The English court system has added to its stable of specialist courts a Financial List, to deal with major banking and other financial disputes.
This is a positive illustration of the English courts not resting on their laurels as a pre-eminent venue for commercial dispute resolution but taking active steps to ensure that they meet the needs of financial markets users and enhance London’s status as a global financial centre.
Most welcome is that cases in the list will be managed by judges and by full docketing. In the past some practitioners have taken a dim view of docketing – basically for fear of having a judge take against their client or case early on and then being stuck with the same judge through to trial. But docketing is clearly the way of the future and the risks will in most cases be outweighed by the benefits. Having the case managed by someone who has an incentive to get to grips with the substantive issues from the early stages (particularly in large and complex disputes) can be invaluable in terms not only of efficiency but also of the quality of case management decision-making.
The real value of the Financial List – as with most specialist lists – will lie in the fact that the docket judge will be chosen from a dedicated pool of jurists with specialist knowledge of financial markets, who will receive ongoing training to maintain and refine that knowledge. In my experience of financial disputes, a judge’s level of understanding of how financial markets and institutions operate has a real impact on their ability to scrutinise the merits of parties’ positions properly. That includes case management issues such as the scope of disclosure and expert evidence.

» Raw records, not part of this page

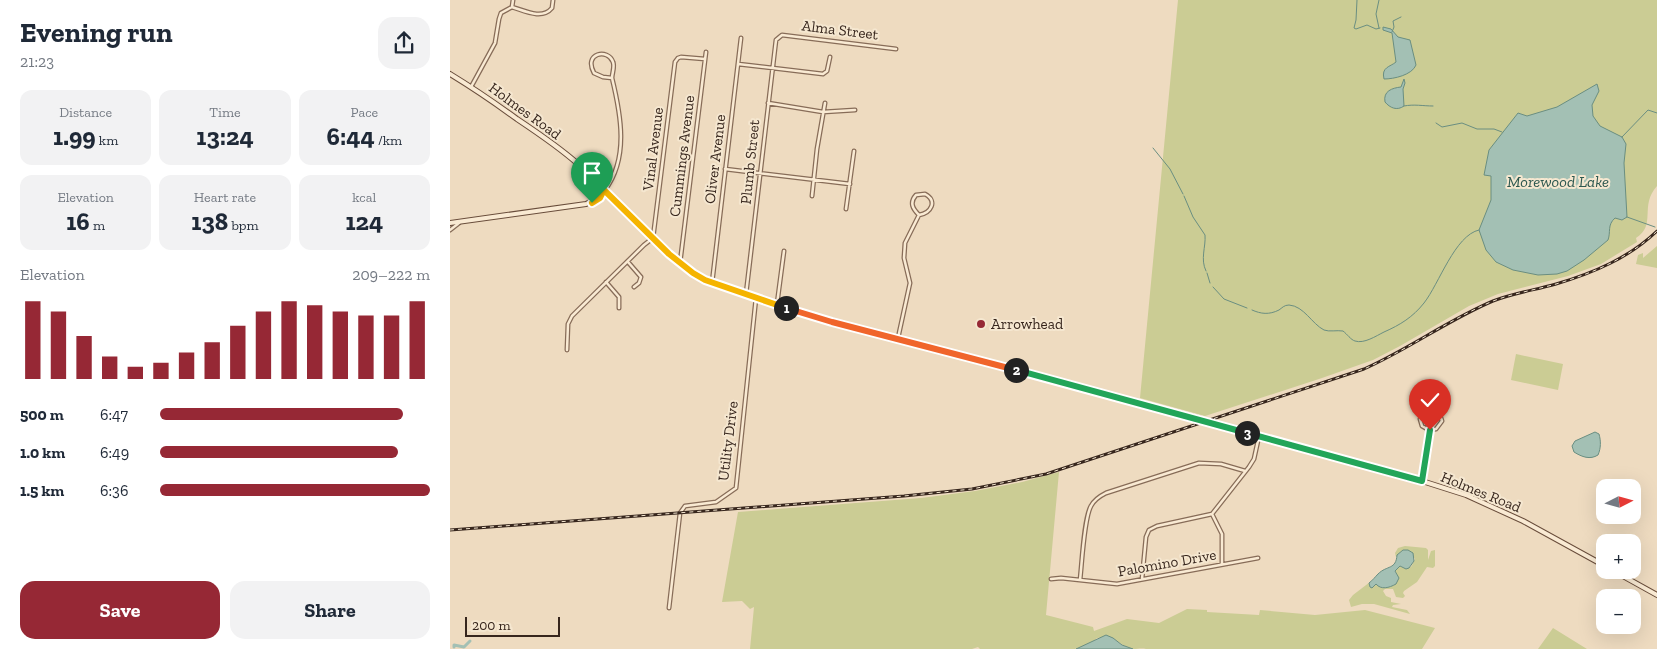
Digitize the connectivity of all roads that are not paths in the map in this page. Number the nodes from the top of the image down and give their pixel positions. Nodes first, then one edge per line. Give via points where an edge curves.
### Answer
1 (513, 0) edge
2 (553, 0) edge
3 (512, 7) junction
4 (782, 35) joint
5 (741, 38) dead end
6 (896, 49) dead end
7 (706, 52) dead end
8 (830, 57) dead end
9 (705, 59) junction
10 (738, 64) junction
11 (772, 69) junction
12 (450, 74) edge
13 (612, 78) junction
14 (471, 87) junction
15 (768, 103) junction
16 (825, 103) dead end
17 (855, 110) dead end
18 (823, 112) junction
19 (854, 150) dead end
20 (725, 169) junction
21 (760, 173) junction
22 (814, 179) junction
23 (850, 184) junction
24 (604, 190) junction
25 (812, 196) dead end
26 (846, 210) dead end
27 (918, 215) junction
28 (450, 223) edge
29 (459, 223) junction
30 (450, 230) edge
31 (653, 238) junction
32 (784, 251) dead end
33 (628, 262) junction
34 (680, 263) junction
35 (606, 282) junction
36 (712, 282) junction
37 (634, 287) dead end
38 (746, 294) junction
39 (756, 298) junction
40 (777, 305) junction
41 (619, 308) dead end
42 (898, 338) junction
43 (568, 350) dead end
44 (1429, 430) junction
45 (1259, 436) junction
46 (1245, 471) junction
47 (1422, 481) junction
48 (1212, 514) junction
49 (1258, 558) dead end
50 (1596, 561) edge
51 (1222, 564) junction
52 (1051, 579) dead end
53 (1142, 579) junction
54 (1628, 579) edge
55 (1080, 580) junction
56 (1657, 595) edge
57 (668, 608) dead end

1 - 3 street
2 - 3 street via 550,11 542,14
3 - 14 street via 505,10 499,19 495,43
4 - 6 street, Alma Street
4 - 11 street, Plumb Street via 776,40
5 - 10 street, Oliver Avenue
7 - 9 street, Cummings Avenue
8 - 11 street via 826,74
9 - 31 street, Vinal Avenue via 681,57 675,62
9 - 34 street, Cummings Avenue
10 - 11 street
10 - 20 street, Oliver Avenue
11 - 15 street, Plumb Street
12 - 14 street, Holmes Road
13 - 13 street via 612,59 602,54 592,58 590,64 594,73
13 - 24 street via 620,112 621,141 612,180
14 - 24 street, Holmes Road via 545,138
15 - 18 street
15 - 21 street, Plumb Street
16 - 18 street
17 - 18 street
18 - 22 street
19 - 23 street
20 - 21 street
20 - 36 street, Oliver Avenue
21 - 22 street
21 - 38 street, Plumb Street
22 - 23 street
22 - 25 street
23 - 26 street
24 - 29 street via 596,201 586,204
24 - 31 street, Holmes Road
27 - 27 street via 931,208 932,200 925,194 916,195 912,200 912,207
27 - 42 street via 905,243 904,258 910,283
28 - 29 street
29 - 30 street
31 - 33 street
31 - 34 street, Holmes Road
32 - 40 street
33 - 35 street
33 - 37 street via 641,277
34 - 36 street, Holmes Road
35 - 41 street via 619,297
35 - 43 street via 572,316 568,324
36 - 38 street, Holmes Road
38 - 39 street, Holmes Road
39 - 40 street, Holmes Road
39 - 57 street, Utility Drive via 736,488 716,502 685,506 680,513
40 - 42 street, Holmes Road
42 - 45 street, Holmes Road, bridge
44 - 44 street via 1422,426 1420,417 1426,410 1434,409 1442,421 1438,428
44 - 47 street
45 - 46 street via 1254,459
45 - 47 street, Holmes Road
46 - 48 street
46 - 55 street via 1221,464 1199,463 1100,496 1088,514
47 - 50 street, Holmes Road via 1498,509
48 - 51 street via 1222,534
48 - 53 street via 1148,531
49 - 51 street, Palomino Drive
51 - 53 street, Palomino Drive
52 - 55 street, Palomino Drive
53 - 55 street, Palomino Drive via 1115,584
54 - 56 street

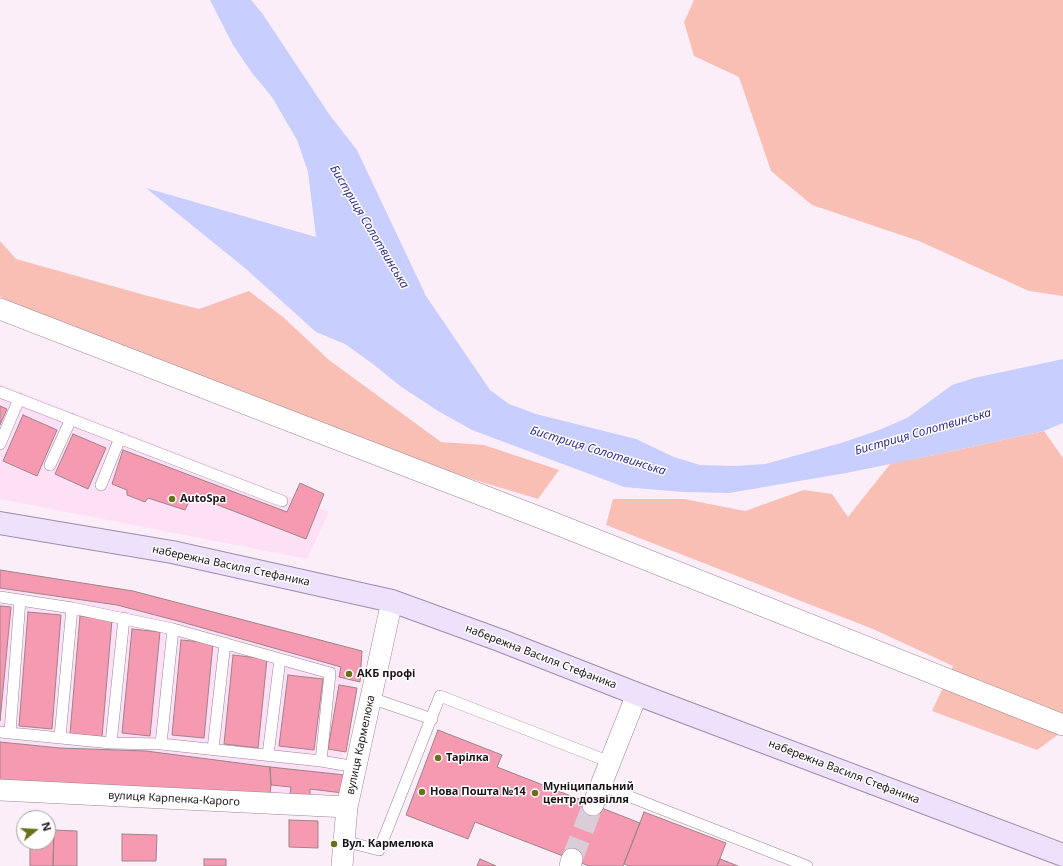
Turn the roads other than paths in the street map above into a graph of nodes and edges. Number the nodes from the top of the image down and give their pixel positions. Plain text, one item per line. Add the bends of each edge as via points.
1 (0, 309) edge
2 (0, 392) edge
3 (19, 399) junction
4 (71, 419) junction
5 (120, 438) junction
6 (0, 444) edge
7 (50, 464) dead end
8 (101, 485) dead end
9 (282, 501) dead end
10 (0, 523) edge
11 (0, 597) edge
12 (20, 600) junction
13 (392, 601) junction
14 (72, 608) junction
15 (124, 618) junction
16 (173, 630) junction
17 (225, 643) junction
18 (280, 659) junction
19 (637, 694) junction
20 (371, 698) junction
21 (432, 719) junction
22 (1063, 725) edge
23 (5, 732) edge
24 (60, 737) junction
25 (111, 743) junction
26 (162, 744) junction
27 (213, 749) junction
28 (268, 755) junction
29 (321, 761) junction
30 (610, 762) junction
31 (356, 767) junction
32 (600, 786) junction
33 (0, 790) edge
34 (593, 805) tunnel mouth
35 (347, 808) junction
36 (344, 841) junction
37 (1063, 855) edge
38 (342, 866) edge
39 (807, 866) edge

1 - 22 street via 554,523
2 - 3 lane
3 - 4 lane
3 - 6 lane
4 - 5 lane
4 - 7 lane
5 - 8 lane
5 - 9 lane
10 - 13 main road, набережна Василя Стефаника via 172,552
11 - 12 lane
12 - 14 lane
12 - 23 lane
13 - 19 main road, набережна Василя Стефаника
13 - 20 street, вулиця Кармелюка
14 - 15 lane
14 - 24 lane
15 - 16 lane
15 - 25 lane
16 - 17 lane
16 - 26 lane
17 - 18 lane
17 - 27 lane
18 - 28 lane
18 - 29 lane via 330,673
19 - 30 street
19 - 37 main road, набережна Василя Стефаника
20 - 21 lane
20 - 31 street, вулиця Кармелюка
21 - 30 lane via 440,696
21 - 36 lane via 380,850
23 - 24 lane
24 - 25 lane
25 - 26 lane
26 - 27 lane
27 - 28 lane
28 - 29 lane
29 - 31 lane
30 - 32 street
31 - 35 street, вулиця Кармелюка
32 - 34 street
32 - 39 lane
33 - 35 street, вулиця Карпенка-Карого
35 - 36 street, вулиця Кармелюка
36 - 38 street, вулиця Кармелюка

The quality and scope of the judicial training will be a crucial factor in whether the Financial List meets its full potential. In my view, it will be important that it extends beyond familiarity with common financial products and concepts, to include an understanding of the different roles, functions, processes and information-flows within large financial institutions. Building market users’ confidence in the depth of knowledge in the list will go a long way to entrenching London’s position as a pre-eminent venue for the resolution of financial disputes.
Less clear at the moment is the likely value of the proposed ‘test case scheme’ to be piloted for two years within the Financial List. The stated purpose of the scheme is to provide ‘immediately relevant authoritative English law guidance’ on issues of general importance to the financial markets, without the need for an existing cause of action (and with the parties bearing no costs risk). That objective is clearly laudable and again demonstrates the English courts’ willingness to explore innovative options to meet the needs of financial markets users.
However, as is so often the case, the devil is in the detail or, more accurately in this case, the lack of detail. The materials published to date about the scheme (principally the new Practice Direction PD 51M) leave unanswered a multitude of questions as to what type of issues it will be suitable for and how it will operate in practice.
Most fundamentally, the usefulness of any particular test case to the markets will depend heavily on how narrowly the issue for the court’s determination is able to be defined. There may be only limited instances where the question for the court can be identified in the abstract, independently of any factual scenario. In many cases, particularly where the issue concerns the construction of a particular word or phrase in industry standard contracts, the question for the court may need to be framed by reference to competing interpretations that arise in a particular factual context. Any variations to that factual context may render the court’s guidance distinguishable and of limited use to the wider market.
Even where an issue can be identified in the abstract, there is a more general concern about the court deciding important legal issues in a factual vacuum. It is often the case that the merits of competing positions on a legal issue are only properly appreciated by viewing them in the factual context in which they arise. I am not convinced that considering issues hypothetically (and on the submissions of parties who might not invest into the argument the resources they would, if they were pursuing or defending a real claim) is the optimal method for reaching a just and fair result on issues that will have significant, practical importance in the markets.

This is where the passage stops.